Mantan Perdana Menteri Inggris, Tony Blair, santer terdengar akan dicalonkan untuk menduduki kursi kepemimpinan pemerintahan transisi di Gaza setelah konflik berakhir.
Ide ini kabarnya mendapat sokongan dari Amerika Serikat.
Blair diusulkan untuk mengetuai sebuah badan bernama Otoritas Transisi Internasional Gaza (GITA). Lembaga ini direncanakan memiliki wewenang penuh, baik secara politik maupun hukum, di Gaza selama lima tahun ke depan.
Rancangan ini terinspirasi dari model pemerintahan yang mengawal transisi Timor Leste dan Kosovo menuju kemerdekaan.

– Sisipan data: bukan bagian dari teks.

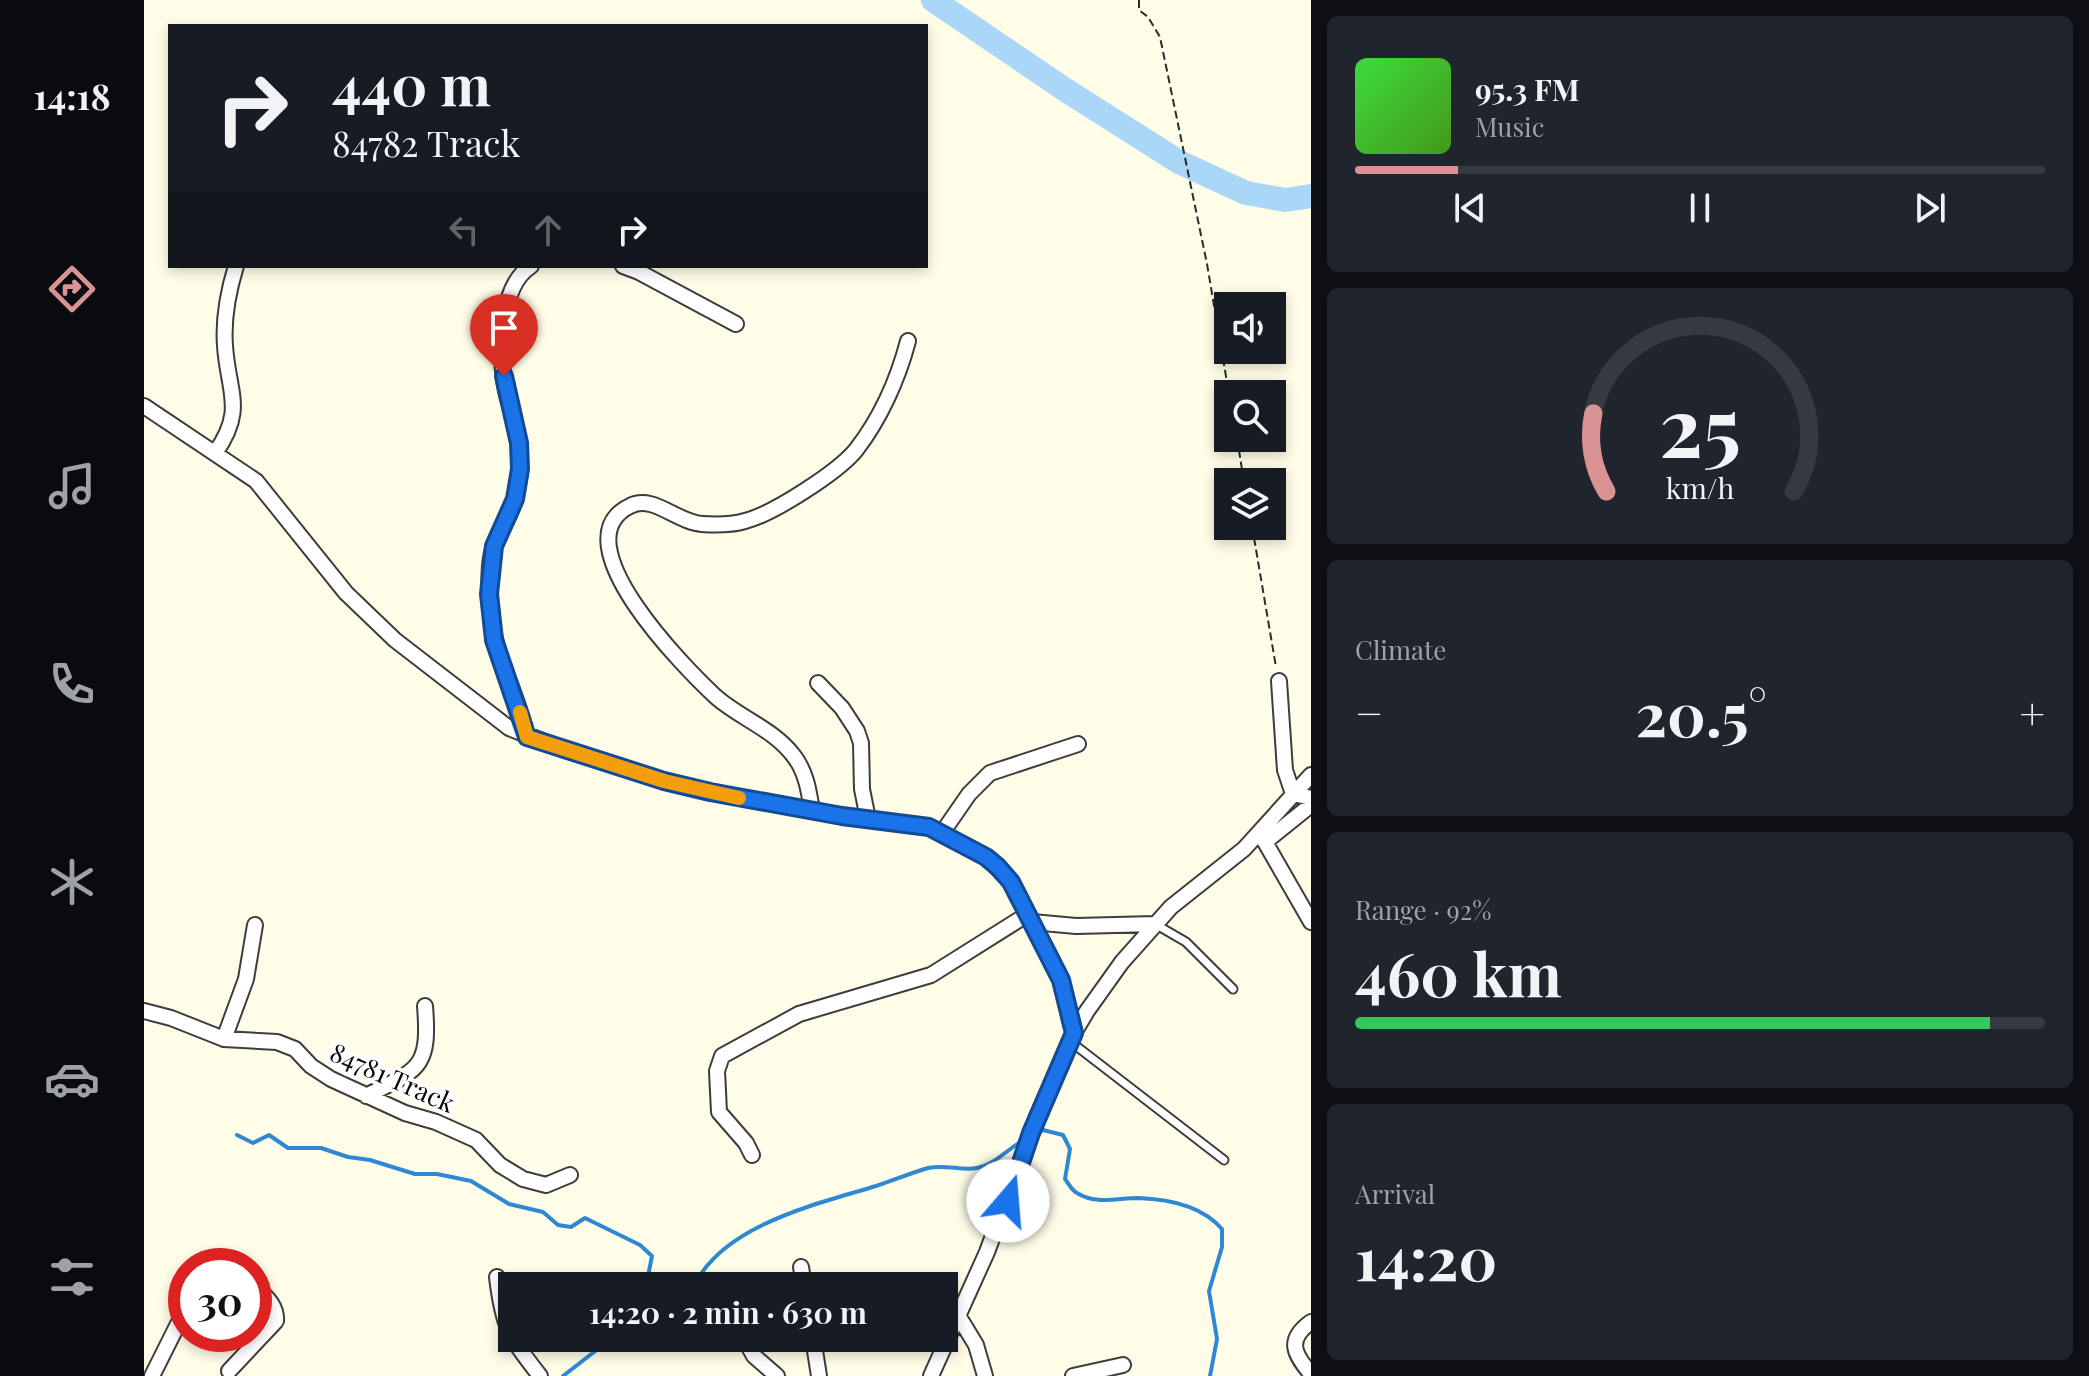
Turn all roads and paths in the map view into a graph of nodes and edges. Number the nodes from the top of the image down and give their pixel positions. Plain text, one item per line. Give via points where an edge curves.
1 (1139, 0) edge
2 (235, 268) edge
3 (528, 268) edge
4 (628, 268) edge
5 (736, 324) dead end
6 (908, 341) dead end
7 (1227, 380) edge
8 (144, 406) edge
9 (215, 453) junction
10 (1254, 540) edge
11 (1279, 681) joint
12 (818, 683) dead end
13 (527, 737) junction
14 (1078, 744) dead end
15 (1311, 775) edge
16 (1293, 794) junction
17 (1311, 798) edge
18 (1311, 805) edge
19 (812, 811) junction
20 (868, 819) junction
21 (942, 833) junction
22 (1262, 838) junction
23 (1030, 918) junction
24 (1311, 922) edge
25 (1155, 924) junction
26 (255, 925) dead end
27 (1233, 989) dead end
28 (425, 1006) dead end
29 (144, 1011) edge
30 (1072, 1038) junction
31 (224, 1039) junction
32 (366, 1096) junction
33 (752, 1155) dead end
34 (1224, 1160) dead end
35 (570, 1175) dead end
36 (801, 1267) dead end
37 (802, 1272) edge
38 (497, 1277) dead end
39 (272, 1305) edge
40 (959, 1317) junction
41 (1311, 1322) edge
42 (272, 1325) edge
43 (168, 1344) edge
44 (247, 1352) edge
45 (752, 1352) edge
46 (815, 1352) edge
47 (1123, 1365) dead end
48 (229, 1371) dead end
49 (1311, 1374) edge
50 (152, 1376) edge
51 (540, 1376) edge
52 (777, 1376) edge
53 (819, 1376) edge
54 (931, 1376) edge
55 (985, 1376) edge
56 (1073, 1376) edge

1 - 7 path via 1139,10 1160,37
2 - 9 street via 224,335 233,412
3 - 13 street via 511,289 502,355 520,469 515,499 494,546 489,594 494,640
4 - 5 street
6 - 19 street via 897,377 856,449 783,503 723,525 688,522 640,502 623,510 611,526 609,549 627,594 662,641 715,696 792,753 804,773
8 - 9 street
9 - 13 street via 265,490 309,551 380,626 495,719
10 - 11 path
11 - 16 street via 1285,770
12 - 20 street via 857,731
13 - 19 street via 664,781
14 - 21 street via 990,773
15 - 16 street
16 - 17 street
16 - 22 street
18 - 22 street
19 - 20 street
20 - 21 street
21 - 23 street via 998,867
22 - 24 street
22 - 25 street via 1195,886
23 - 25 street via 1076,926
23 - 30 street via 1061,980
23 - 33 street via 931,975 799,1014 722,1056 717,1064 719,1112
25 - 27 lane via 1186,942
25 - 30 street via 1103,988
26 - 31 street via 246,979
28 - 32 street via 427,1041 422,1057 408,1073
29 - 31 street, 84781 Track
30 - 34 lane
30 - 40 street
31 - 32 street, 84781 Track via 287,1045 318,1072
32 - 35 street, 84781 Track via 476,1140 510,1174 546,1185
36 - 37 street
38 - 51 street via 507,1330
39 - 42 street
40 - 54 street
40 - 55 street via 973,1337
41 - 49 street via 1294,1345
43 - 50 street
44 - 48 street
45 - 52 street
46 - 53 street
47 - 56 street

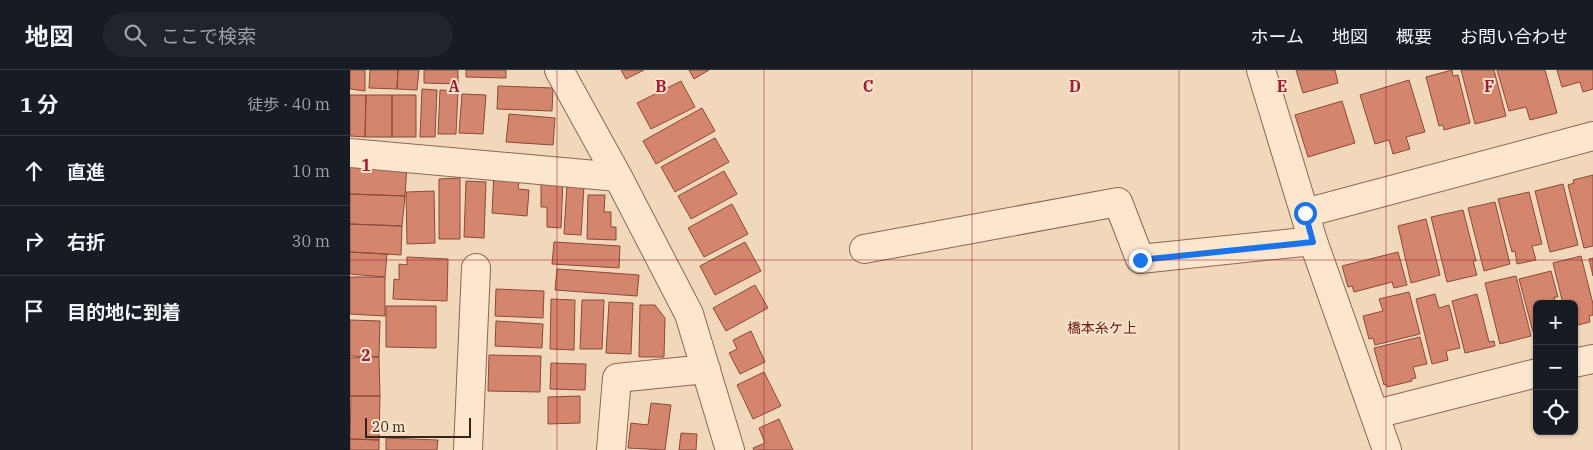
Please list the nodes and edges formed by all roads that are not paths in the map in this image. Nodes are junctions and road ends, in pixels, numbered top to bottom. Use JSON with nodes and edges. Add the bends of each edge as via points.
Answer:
{"nodes":[{"id":1,"x":559,"y":70,"type":"edge"},
{"id":2,"x":1261,"y":70,"type":"edge"},
{"id":3,"x":1593,"y":136,"type":"edge"},
{"id":4,"x":350,"y":153,"type":"edge"},
{"id":5,"x":618,"y":177,"type":"junction"},
{"id":6,"x":1305,"y":213,"type":"junction"},
{"id":7,"x":1313,"y":242,"type":"junction"},
{"id":8,"x":864,"y":249,"type":"dead end"},
{"id":9,"x":476,"y":268,"type":"dead end"},
{"id":10,"x":1593,"y":359,"type":"edge"},
{"id":11,"x":1578,"y":362,"type":"edge"},
{"id":12,"x":706,"y":369,"type":"junction"},
{"id":13,"x":1533,"y":374,"type":"edge"},
{"id":14,"x":1376,"y":414,"type":"junction"},
{"id":15,"x":468,"y":450,"type":"edge"},
{"id":16,"x":610,"y":450,"type":"edge"},
{"id":17,"x":730,"y":450,"type":"edge"},
{"id":18,"x":1388,"y":450,"type":"edge"}],
"edges":[{"from":1,"to":5,"type":"street"},
{"from":2,"to":6,"type":"street"},
{"from":3,"to":6,"type":"street"},
{"from":4,"to":5,"type":"street"},
{"from":5,"to":12,"type":"street","via":[[689,314]]},
{"from":6,"to":7,"type":"street"},
{"from":7,"to":8,"type":"street","via":[[1140,260],[1118,202]]},
{"from":7,"to":14,"type":"street"},
{"from":9,"to":15,"type":"street"},
{"from":10,"to":11,"type":"street"},
{"from":12,"to":16,"type":"street","via":[[617,378]]},
{"from":12,"to":17,"type":"street"},
{"from":13,"to":14,"type":"street"},
{"from":14,"to":18,"type":"street"}]}
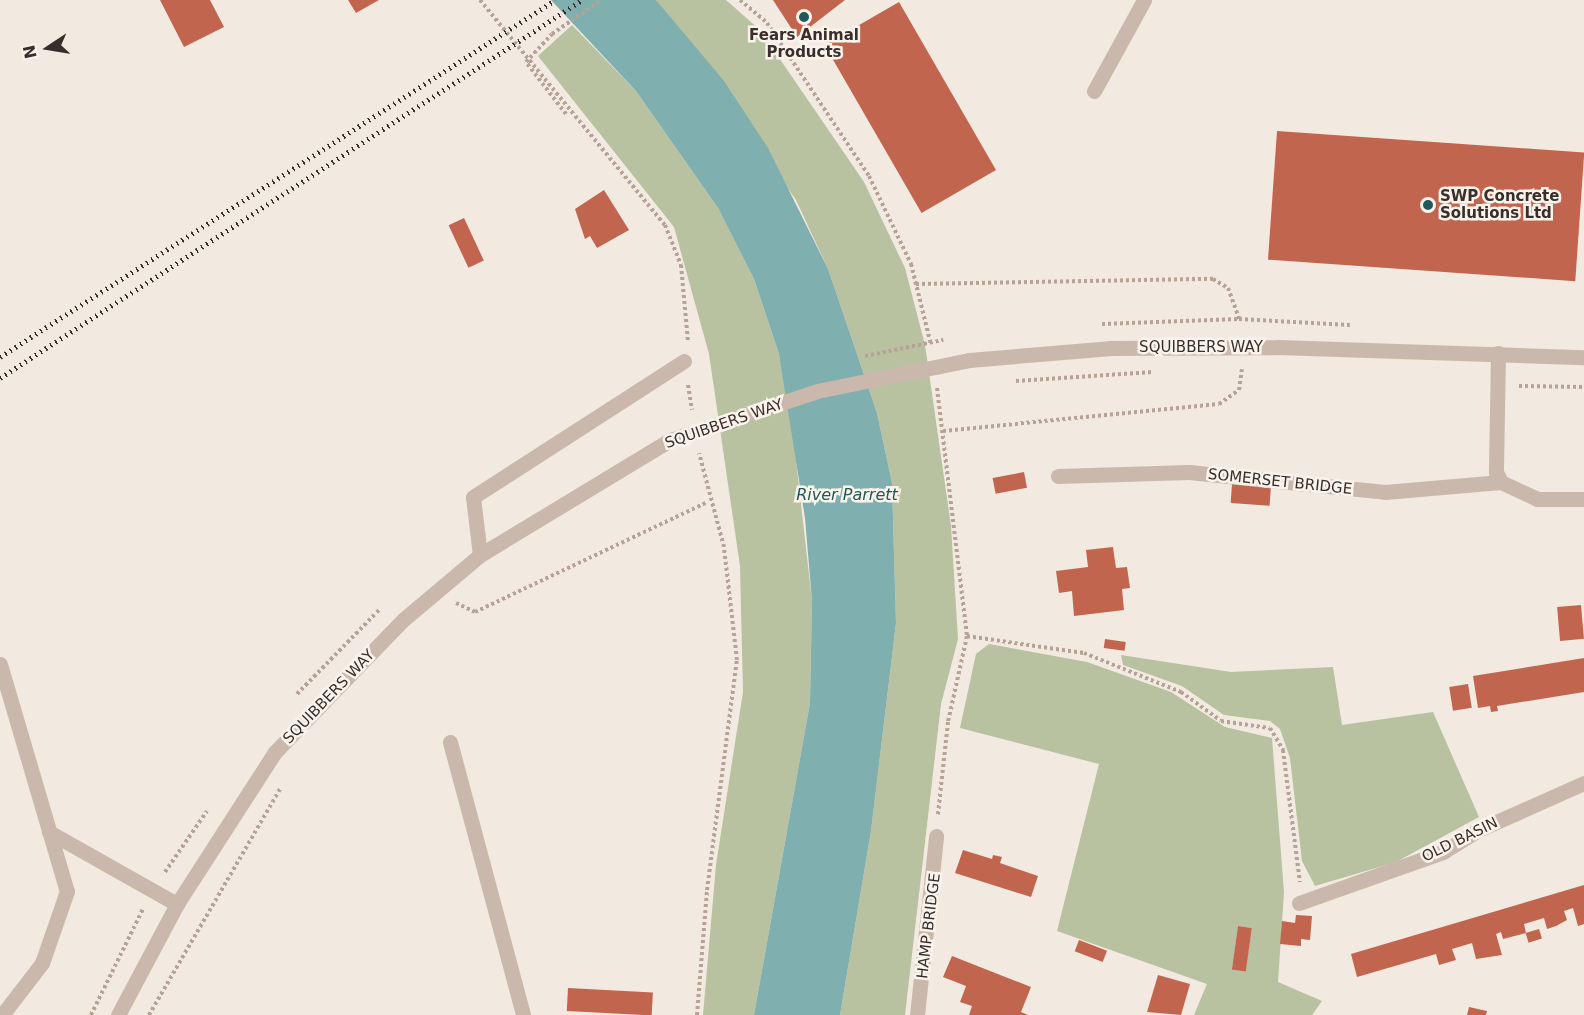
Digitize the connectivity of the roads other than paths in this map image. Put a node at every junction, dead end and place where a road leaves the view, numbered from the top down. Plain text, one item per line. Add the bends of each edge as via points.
1 (1144, 0) edge
2 (1094, 91) dead end
3 (1498, 353) junction
4 (1584, 357) edge
5 (684, 361) road end
6 (1058, 476) dead end
7 (1501, 483) junction
8 (1584, 499) edge
9 (480, 555) junction
10 (0, 664) edge
11 (450, 741) dead end
12 (1584, 783) edge
13 (49, 832) junction
14 (936, 836) road end
15 (1305, 901) road end
16 (177, 904) junction
17 (2, 1015) edge
18 (118, 1015) edge
19 (523, 1015) edge
20 (917, 1015) edge

1 - 2 street
3 - 4 street, SQUIBBERS WAY
3 - 7 street via 1496,472
3 - 9 street, SQUIBBERS WAY, bridge via 1111,348 969,360 817,391 670,440
5 - 9 street via 473,497
6 - 7 street, SOMERSET BRIDGE via 1189,472 1384,492
7 - 8 street via 1538,500
9 - 16 street, SQUIBBERS WAY via 404,619 275,752
10 - 13 street
11 - 19 street
12 - 15 street, OLD BASIN via 1476,831 1443,852
13 - 16 street
13 - 17 street via 67,891 42,963
14 - 20 street, HAMP BRIDGE
16 - 18 street, SQUIBBERS WAY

Menurut laporan, GITA akan memulai operasinya di el-Arish, Mesir, yang lokasinya dekat dengan perbatasan selatan Gaza. Secara bertahap, GITA akan masuk ke Gaza dengan pengawalan pasukan internasional yang disetujui PBB. Rencananya, warga Palestina tidak akan dipaksa mengungsi dari Gaza.
Jika rencana ini disetujui, Blair akan mengepalai sebuah sekretariat yang terdiri dari sekitar 25 orang dan memimpin dewan beranggotakan 7 orang.
Namun, nama Blair cukup kontroversial di kalangan warga Palestina. Ia dianggap menghambat perjuangan mereka untuk mencapai status negara.
Sampai saat ini, belum ada kepastian apakah Blair akan benar-benar memimpin pemerintahan Palestina.
Blair dilaporkan turut serta dalam pertemuan yang dipimpin oleh Presiden AS Donald Trump pada akhir Agustus lalu untuk membahas konflik Israel di Gaza dan rencana pemulihan pascakonflik di wilayah tersebut.